О might I change my place,
How would I choose to dwell
In some wide lonesome wilderness.
And leave these gates of hell!
[I suspect the real joke here alluded to Howe’s wish to pass “Hell’s Gate” on the East River and punch through the American countryside. But back to Tuttle:]
The same tradition asserts that Washington returned the compliment, by sending to his antagonist, Watts’ version of the one hundred and first Psalm, entitled the “Magistrate’s Psalm,” in which occur the following significant stanzas:
In vain shall sinners strive to rise,
By flattering and malicious lies;
And while the innocent I guard,
The bold offender shan’t be spared.

The impious crew, that factious band,
Shall hide their heads or quit the land;
And all who break the public rest,
Where I have power shall be suppressed.
Some years ago, this anecdote was incorporated in a manuscript by the author of this article; but while the unpublished article as a whole, was complimented as much as it deserved by the historian [George] Bancroft, who had solicited it for perusal, that distinguished gentleman wrote in pencil at the end of this anecdote these words, “altogether improbable and not worth repeating!”
Tuttle had come to the same conclusion as Bancroft by the time he wrote this article. His statement that he suspected the anecdote “has no foundation in fact” could not be clearer. And indeed there is no documentation or contemporary report to support this supposed exchange between two opposing military commanders.

Yet some later writers simply chose to disregard Bancroft and Tuttle’s conclusions, and their total ignorance of Tuttle’s sources, and reprinted the story anyway. The Rev. Rufus S. Green had clearly seen Tuttle’s comments about the anecdote before he included it in his History of Morris County, New Jersey (1882), but decided to say merely, “Rev. Dr. J. F. Tuttle states that he received the above tradition from two entirely distinct sources.”

That apparently prompted the Rev. Andrew M. Sherman to use the same story in his article “Washington and His Army in Morris County, New Jersey, Winter of 1776-77,” in the 1911 volume of The Journal of the American Irish Historical Society. Sherman prefaced the story by writing, “If tradition from two distinct sources may be relied upon, and in this particular instance there seems to be ample ground for reliance,...” Of course, he did not describe what that “ample ground” was.

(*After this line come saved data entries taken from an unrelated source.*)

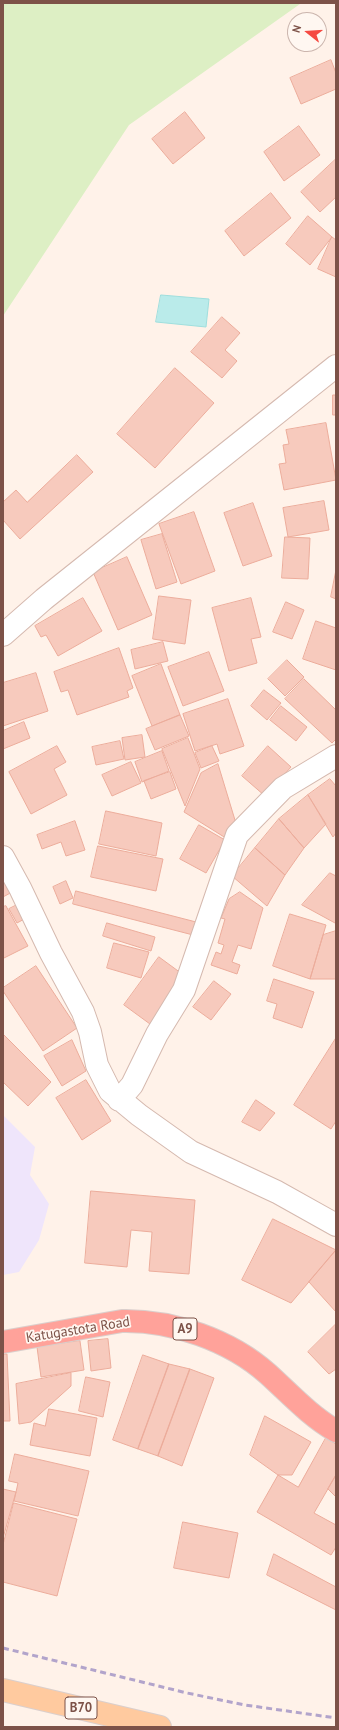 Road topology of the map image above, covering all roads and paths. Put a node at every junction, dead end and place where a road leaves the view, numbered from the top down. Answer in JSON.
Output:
{"nodes":[{"id":1,"x":336,"y":366,"type":"edge"},
{"id":2,"x":3,"y":635,"type":"edge"},
{"id":3,"x":336,"y":756,"type":"edge"},
{"id":4,"x":3,"y":857,"type":"edge"},
{"id":5,"x":119,"y":1100,"type":"junction"},
{"id":6,"x":336,"y":1225,"type":"edge"},
{"id":7,"x":3,"y":1342,"type":"edge"},
{"id":8,"x":336,"y":1431,"type":"edge"},
{"id":9,"x":3,"y":1690,"type":"edge"},
{"id":10,"x":132,"y":1724,"type":"edge"},
{"id":11,"x":160,"y":1727,"type":"edge"}],
"edges":[{"from":1,"to":2,"type":"street"},
{"from":3,"to":5,"type":"street"},
{"from":4,"to":5,"type":"street"},
{"from":5,"to":6,"type":"street"},
{"from":7,"to":8,"type":"highway","name":"Katugastota Road","number":"A9"},
{"from":9,"to":10,"type":"main road","number":"B70"},
{"from":10,"to":11,"type":"main road","number":"B70"}]} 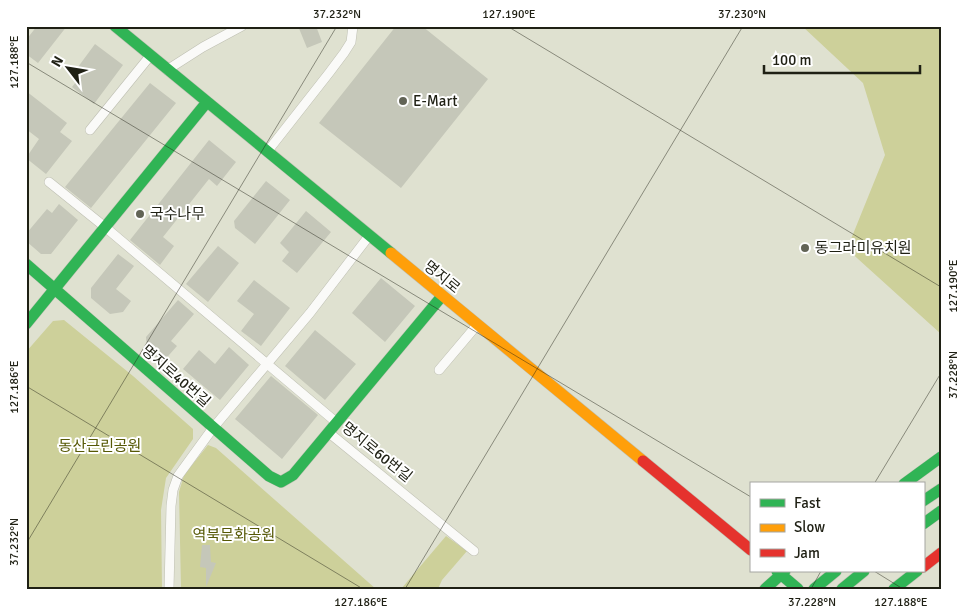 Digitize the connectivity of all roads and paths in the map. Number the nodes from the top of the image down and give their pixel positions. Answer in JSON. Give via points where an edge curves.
{"nodes":[{"id":1,"x":115,"y":26,"type":"edge"},
{"id":2,"x":242,"y":26,"type":"edge"},
{"id":3,"x":353,"y":26,"type":"edge"},
{"id":4,"x":150,"y":56,"type":"junction"},
{"id":5,"x":167,"y":70,"type":"junction"},
{"id":6,"x":207,"y":102,"type":"junction"},
{"id":7,"x":90,"y":130,"type":"dead end"},
{"id":8,"x":266,"y":152,"type":"junction"},
{"id":9,"x":48,"y":182,"type":"dead end"},
{"id":10,"x":105,"y":227,"type":"junction"},
{"id":11,"x":369,"y":236,"type":"junction"},
{"id":12,"x":26,"y":264,"type":"edge"},
{"id":13,"x":55,"y":289,"type":"junction"},
{"id":14,"x":442,"y":296,"type":"junction"},
{"id":15,"x":26,"y":324,"type":"edge"},
{"id":16,"x":477,"y":325,"type":"junction"},
{"id":17,"x":268,"y":365,"type":"junction"},
{"id":18,"x":439,"y":370,"type":"dead end"},
{"id":19,"x":336,"y":422,"type":"junction"},
{"id":20,"x":213,"y":428,"type":"junction"},
{"id":21,"x":328,"y":432,"type":"junction"},
{"id":22,"x":941,"y":457,"type":"edge"},
{"id":23,"x":907,"y":482,"type":"edge"},
{"id":24,"x":941,"y":489,"type":"edge"},
{"id":25,"x":924,"y":501,"type":"edge"},
{"id":26,"x":941,"y":511,"type":"edge"},
{"id":27,"x":924,"y":523,"type":"edge"},
{"id":28,"x":750,"y":549,"type":"edge"},
{"id":29,"x":474,"y":551,"type":"dead end"},
{"id":30,"x":941,"y":553,"type":"edge"},
{"id":31,"x":924,"y":566,"type":"edge"},
{"id":32,"x":781,"y":572,"type":"edge"},
{"id":33,"x":835,"y":572,"type":"edge"},
{"id":34,"x":863,"y":572,"type":"edge"},
{"id":35,"x":916,"y":572,"type":"edge"},
{"id":36,"x":897,"y":588,"type":"edge"},
{"id":37,"x":169,"y":589,"type":"edge"},
{"id":38,"x":765,"y":589,"type":"edge"},
{"id":39,"x":798,"y":589,"type":"edge"},
{"id":40,"x":814,"y":589,"type":"edge"},
{"id":41,"x":842,"y":589,"type":"edge"}],
"edges":[{"from":1,"to":4,"type":"main road","name":"명지로"},
{"from":2,"to":5,"type":"street"},
{"from":3,"to":8,"type":"street","via":[[351,42],[330,74]]},
{"from":4,"to":5,"type":"main road","name":"명지로"},
{"from":4,"to":7,"type":"street"},
{"from":5,"to":6,"type":"main road","name":"명지로"},
{"from":6,"to":8,"type":"main road","name":"명지로"},
{"from":6,"to":10,"type":"main road"},
{"from":8,"to":11,"type":"main road","name":"명지로"},
{"from":9,"to":10,"type":"street"},
{"from":10,"to":13,"type":"main road"},
{"from":10,"to":17,"type":"street"},
{"from":11,"to":14,"type":"main road","name":"명지로"},
{"from":11,"to":17,"type":"street"},
{"from":12,"to":13,"type":"main road","name":"명지로40번길"},
{"from":13,"to":15,"type":"main road"},
{"from":13,"to":20,"type":"main road","name":"명지로40번길"},
{"from":14,"to":16,"type":"main road","name":"명지로"},
{"from":14,"to":19,"type":"main road","name":"명지로60번길"},
{"from":16,"to":18,"type":"street"},
{"from":16,"to":28,"type":"main road","name":"명지로"},
{"from":17,"to":19,"type":"street"},
{"from":17,"to":20,"type":"street"},
{"from":19,"to":21,"type":"main road","name":"명지로60번길"},
{"from":20,"to":21,"type":"main road","name":"명지로40번길","via":[[269,476],[281,482],[292,475]]},
{"from":20,"to":37,"type":"street","via":[[178,476],[173,490]]},
{"from":21,"to":29,"type":"street","name":"명지로60번길"},
{"from":22,"to":23,"type":"main road"},
{"from":24,"to":25,"type":"main road"},
{"from":26,"to":27,"type":"main road"},
{"from":30,"to":31,"type":"main road"},
{"from":32,"to":38,"type":"main road"},
{"from":32,"to":39,"type":"main road"},
{"from":33,"to":40,"type":"main road"},
{"from":34,"to":41,"type":"main road"},
{"from":35,"to":36,"type":"main road"}]}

All three authors who put this story into print, despite their own doubts or others’, were ministers. As with the story of the 101st Psalm in Cambridge, told by the Rev. Daniel Waldo and the notably pious Leavitt, these men seem to have valued the image of Washington sharing Christian Scripture. Tuttle, Green, and Sherman clearly let their fondness for that image steer their scholarly judgment. Similarly, Parson Mason Weems composed the legend of Washington praying in the snow at Valley Forge, and a series of rabbis appear to have spread the legend that he participated in a Hanukkah service there.